Watershed Management als holistisches Prinzip schließt Maßnahmen verschiedener Bereiche, nicht nur des Wassersektors, in die Planung der nachhaltigen Nutzung eines Einzugsgebietes ein. Die Finanzierung der Maßnahmen erfolgt dadurch nicht durch nur eine durchführende Organisation, sondern ist oft eine Mischfinanzierung aus verschiedenen Bereichen.

Basisorganisationen sollen die unterschiedlichen Finanzquellen kennen und befähigt werden, aussagekräftige Anträge zu stellen. In der ersten Sommerschule wurde ein Leitfaden zur Erstellung von Finanzierungsanträgen erarbeitet und an lokalen Projektbeispielen getestet. Der Leitfaden wurde zusammen mit Projektbeispielen in CICD Series Vol. 7 „Integrated Watershed Management - Financial Aspects of Watershed Management“ veröffentlicht. Die zweite Sommerschule hat anhand des Leitfadens einen Watershed Management Plan für ein konkretes Einzugsgebiet in enger Zusammenarbeit mit örtlichen Wassernutzerorganisationen und -behörden erarbeitet.

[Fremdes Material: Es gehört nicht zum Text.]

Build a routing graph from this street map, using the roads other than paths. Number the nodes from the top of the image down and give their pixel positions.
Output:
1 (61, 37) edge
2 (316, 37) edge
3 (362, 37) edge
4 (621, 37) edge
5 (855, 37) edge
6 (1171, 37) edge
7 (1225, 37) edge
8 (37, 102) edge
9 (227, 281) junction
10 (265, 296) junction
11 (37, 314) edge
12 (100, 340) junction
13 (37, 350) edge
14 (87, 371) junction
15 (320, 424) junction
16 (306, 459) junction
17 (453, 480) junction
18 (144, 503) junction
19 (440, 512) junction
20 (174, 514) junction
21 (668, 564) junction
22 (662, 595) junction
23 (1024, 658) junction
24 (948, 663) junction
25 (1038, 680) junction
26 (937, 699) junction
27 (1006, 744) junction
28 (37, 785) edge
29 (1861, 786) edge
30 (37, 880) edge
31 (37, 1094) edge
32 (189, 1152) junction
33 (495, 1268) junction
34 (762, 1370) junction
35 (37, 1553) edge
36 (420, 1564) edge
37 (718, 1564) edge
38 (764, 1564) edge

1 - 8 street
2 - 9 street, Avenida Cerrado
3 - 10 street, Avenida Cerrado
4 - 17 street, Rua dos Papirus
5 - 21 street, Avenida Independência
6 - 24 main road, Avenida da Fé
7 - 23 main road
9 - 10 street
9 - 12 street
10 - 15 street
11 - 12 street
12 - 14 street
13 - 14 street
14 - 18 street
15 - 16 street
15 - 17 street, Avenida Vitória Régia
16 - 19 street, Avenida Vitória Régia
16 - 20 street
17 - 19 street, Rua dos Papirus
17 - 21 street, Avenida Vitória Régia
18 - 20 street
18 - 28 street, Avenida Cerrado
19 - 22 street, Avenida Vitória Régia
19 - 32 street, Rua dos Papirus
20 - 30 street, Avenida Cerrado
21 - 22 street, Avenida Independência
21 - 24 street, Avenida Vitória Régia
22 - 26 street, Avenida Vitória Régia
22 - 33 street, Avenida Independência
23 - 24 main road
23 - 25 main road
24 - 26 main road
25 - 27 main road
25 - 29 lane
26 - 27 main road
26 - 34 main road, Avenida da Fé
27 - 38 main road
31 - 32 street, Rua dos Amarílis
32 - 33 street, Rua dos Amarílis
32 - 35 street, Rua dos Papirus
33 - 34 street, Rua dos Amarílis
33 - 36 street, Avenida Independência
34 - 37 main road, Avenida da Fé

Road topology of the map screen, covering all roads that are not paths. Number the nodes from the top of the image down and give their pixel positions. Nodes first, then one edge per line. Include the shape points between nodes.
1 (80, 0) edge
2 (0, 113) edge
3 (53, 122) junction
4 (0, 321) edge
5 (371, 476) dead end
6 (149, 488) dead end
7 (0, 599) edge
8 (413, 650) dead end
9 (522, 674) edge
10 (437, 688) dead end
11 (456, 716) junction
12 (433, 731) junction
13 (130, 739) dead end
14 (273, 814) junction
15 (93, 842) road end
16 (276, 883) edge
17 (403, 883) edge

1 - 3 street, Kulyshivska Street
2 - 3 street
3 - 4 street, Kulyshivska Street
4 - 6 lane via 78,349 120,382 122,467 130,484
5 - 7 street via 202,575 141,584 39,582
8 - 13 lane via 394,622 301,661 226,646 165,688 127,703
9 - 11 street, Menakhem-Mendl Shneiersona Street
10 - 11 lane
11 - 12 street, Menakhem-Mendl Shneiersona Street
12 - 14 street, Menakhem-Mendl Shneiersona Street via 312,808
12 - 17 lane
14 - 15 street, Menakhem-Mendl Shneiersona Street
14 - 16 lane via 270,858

Das Konzept der Sommerschule unterstützt die Reformen des Wassersektors, wie sie in Kenia und Tansania durchgeführt und von BMZ und GTZ beratend unterstützt werden. Alumni werden durch die Verbindung zu konkreten Projekten in die Entwicklungs-zusammenarbeit eingebunden. Universitäten werden ermutigt, in den Einzugsgebieten angewandte Forschung zu betreiben und den Prozess ebenfalls zu unterstützen. Der Bevölkerungsdruck ist groß in der Region um Moshi, in dem die Sommerschule stattfand. Konflikte um die Ressourcen Wasser und Land sind bereits vorhanden und werden sich in Zukunft verschärfen. Vorbeugende, transparente und partizipative Planung kann der Ausweitung der Konflikte vorbeugen bzw. Konflikte vermindern. Alumni sind in diesen Vorgang aktiv mit eingebunden.  

 

 

Sommerschule "Wasser und Energie" /// Bochum /// DAAD

 

 

foto sommerschule wasser und energie

 

 

Die Sommerschule “Wasser und Energie” fand November 2010 in Bochum im Zentrum des Ruhrgebietes statt und wurde in Kooperation mit der Ruhr Universität Bochum RUB organisiert.

Ziel war es, die Themenkomplexe Wasser, Schwerpunkt Abwasserreinigung, und erneuerbare Energie zusammenhängend zu diskutieren. Einmal wurden Erfahrungsberichte aus den verschiedenen Ländern präsentiert, zum anderen wurden die Forschungsrichtungen in Deutschland sowie die praktische Umsetzung anhand von Beispielen aufgezeigt, einmal im Bereich der alternativen Energiegewinnung wie auch in der Abwasserbehandlung. Abgerundet wurden die Themenkreise durch Exkursionen: Die Kläranlage Bochum-Ölbachtal des Ruhrverbandes wurde besichtigt. Hier stellte der Ruhrverband seine geschichtliche Entwicklung und seine Verbandstrukturen dar. Ebenfalls konnte die Baustelle eines Laufwasserkraftwerkes des Ruhrverbandes am Kemnader Stausee besucht werden. Eine weitere Exkursion zum Thema erneuerbare Energie führte zum Solarpark Gelsenkirchen und zur Windkraftanlage der Stadt Herten, die als GmbH betrieben wird. Hier wurden neben technischen Details auch die organisatorischen Strukturen dargestellt.

Als Abschluss für die Sommerschule wurde ein Besuch auf der Bundestagung der DWA gewählt. Hier hatten die Alumni weiter Gelegenheit, Fachvorträgen beizuwohnen sowie Kontakt zur deutschen Wasserwirtschaft herzustellen. Die Bundestagung der DWA begleitete traditionell eine Fachausstellung.